Think about this: some women are narcissistic jerks just like men. My ex said she's sorry once in 18 years. She was NEVER in the wrong! Do you have one of those? If so, give it up and stay and be miserable, or leave and be miserable for a while and get better.

If not, think about this. I have learned that women and men are different. (an epiphany, right?) They get angry about how you made them FEEL, whether you're in the right or NOT. You've got to listen to your wife, and think about how what you've done or how you reacted made her FEEL. She won't validate your anger over being treated wrongly, until you validate her FEELINGS that were a result of you in some crazy way.
Men want to explain the logic of how one or the other person was in the wrong, and men want the person that has committed the wrong to apologize. It's not happening with a woman, because most of the time they don't feel heard because you don't understand why her feelings were hurt. You are more focused on the logic of why you're right and she's wrong. She may be wrong, but until you let her know you understand why her feelings are hurt--- no chance of an apology.

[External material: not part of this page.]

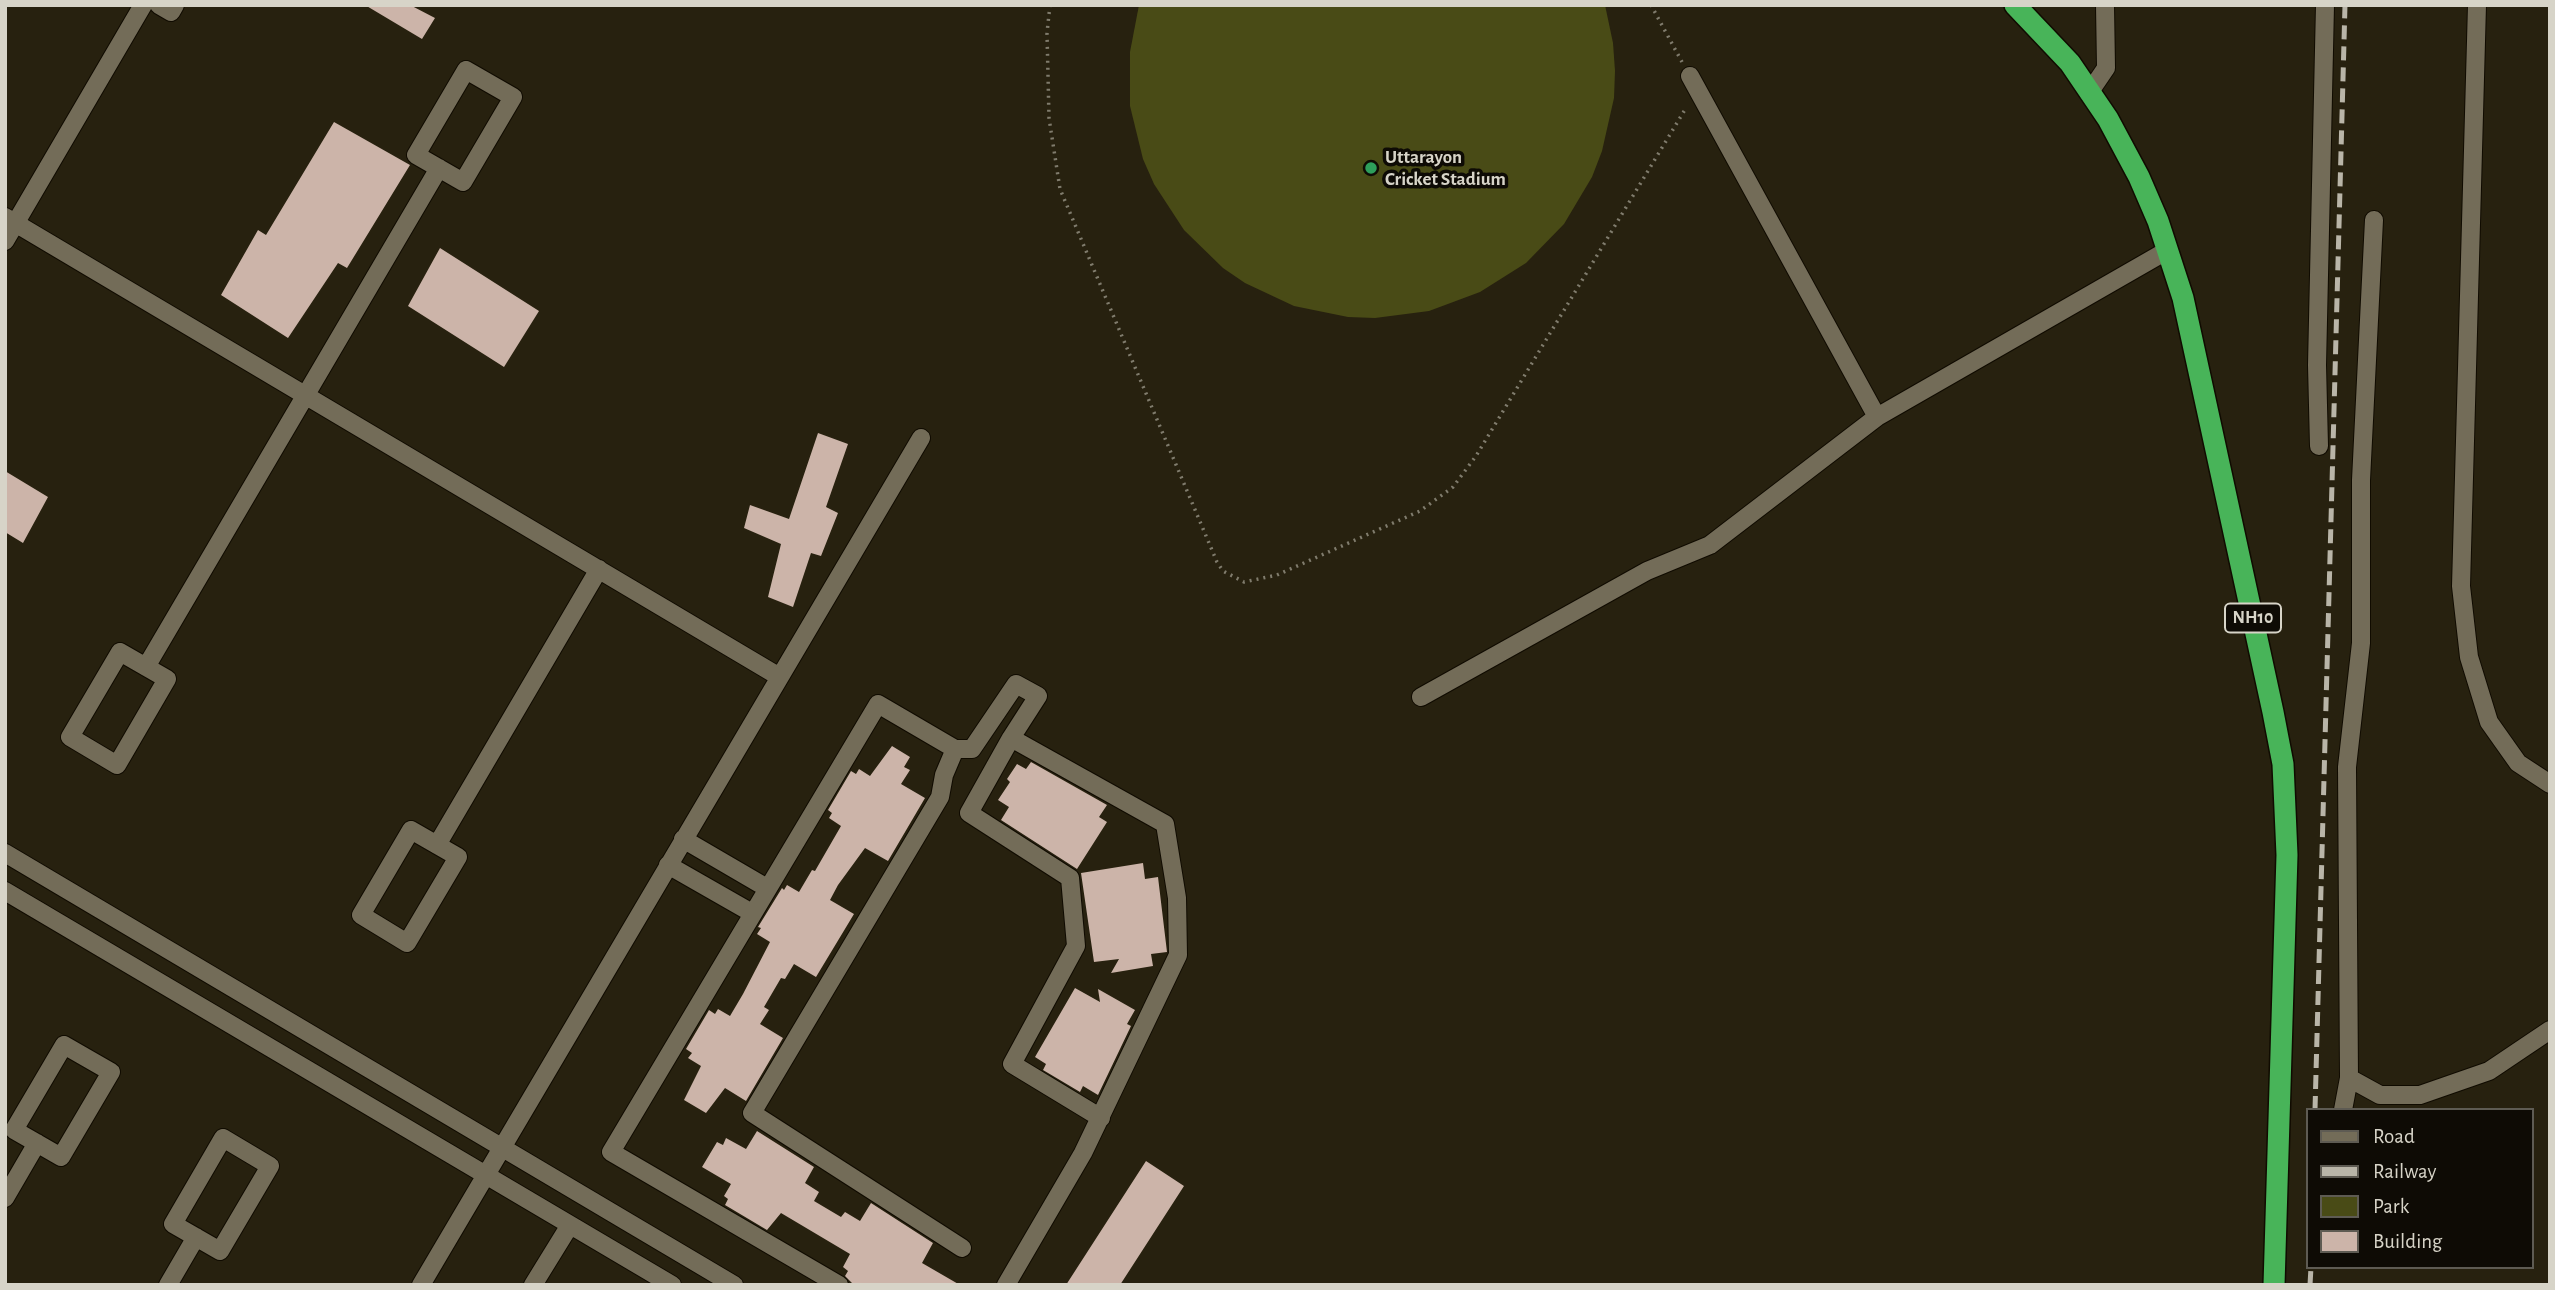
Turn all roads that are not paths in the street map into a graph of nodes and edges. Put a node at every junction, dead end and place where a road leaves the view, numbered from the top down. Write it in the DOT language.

If it's PMS time, then get the APP for keeping up with her schedule, so you're prepared. Women really do get a little crazy sometimes, and nothing you do can possibly be right.


----------



## GuyInColorado (Dec 26, 2015)

How's the sex? If it's great, then I'd keep working on it. If you say "What sex?", then I'd divorce her. She gets 50%, no more if you don't let her. So you won't be poor. A lot of us here, me included, have been through a divorce and let me tell you... the joke "Why is a divorce so expensive?" "Because it's fcking worth it!!" is so true. Don't stay in a miserable marriage just because of kids or money or things. Your happiness and sanity is worth more than all of those things by a long shot.


----------



## saddomaddo (Feb 1, 2009)

Evinrude58 said:


> Think about this: some women are narcissistic jerks just like men. My ex said she's sorry once in 18 years. She was NEVER in the wrong! Do you have one of those? If so, give it up and stay and be miserable, or leave and be miserable for a while and get better.
> 
> If not, think about this. I have learned that women and men are different. (an epiphany, right?) They get angry about how you made them FEEL, whether you're in the right or NOT. You've got to listen to your wife, and think about how what you've done or how you reacted made her FEEL. She won't validate your anger over being treated wrongly, until you validate her FEELINGS that were a result of you in some crazy way.
> Men want to explain the logic of how one or the other person was in the wrong, and men want the person that has committed the wrong to apologize. It's not happening with a woman, because most of the time they don't feel heard because you don't understand why her feelings were hurt. You are more focused on the logic of why you're right and she's wrong. She may be wrong, but until you let her know you understand why her feelings are hurt--- no chance of an apology.
> ...


Think you've got some good idea here.

Today for instance, it was money. Again shes been out spending when we agreed together for her to calm it down.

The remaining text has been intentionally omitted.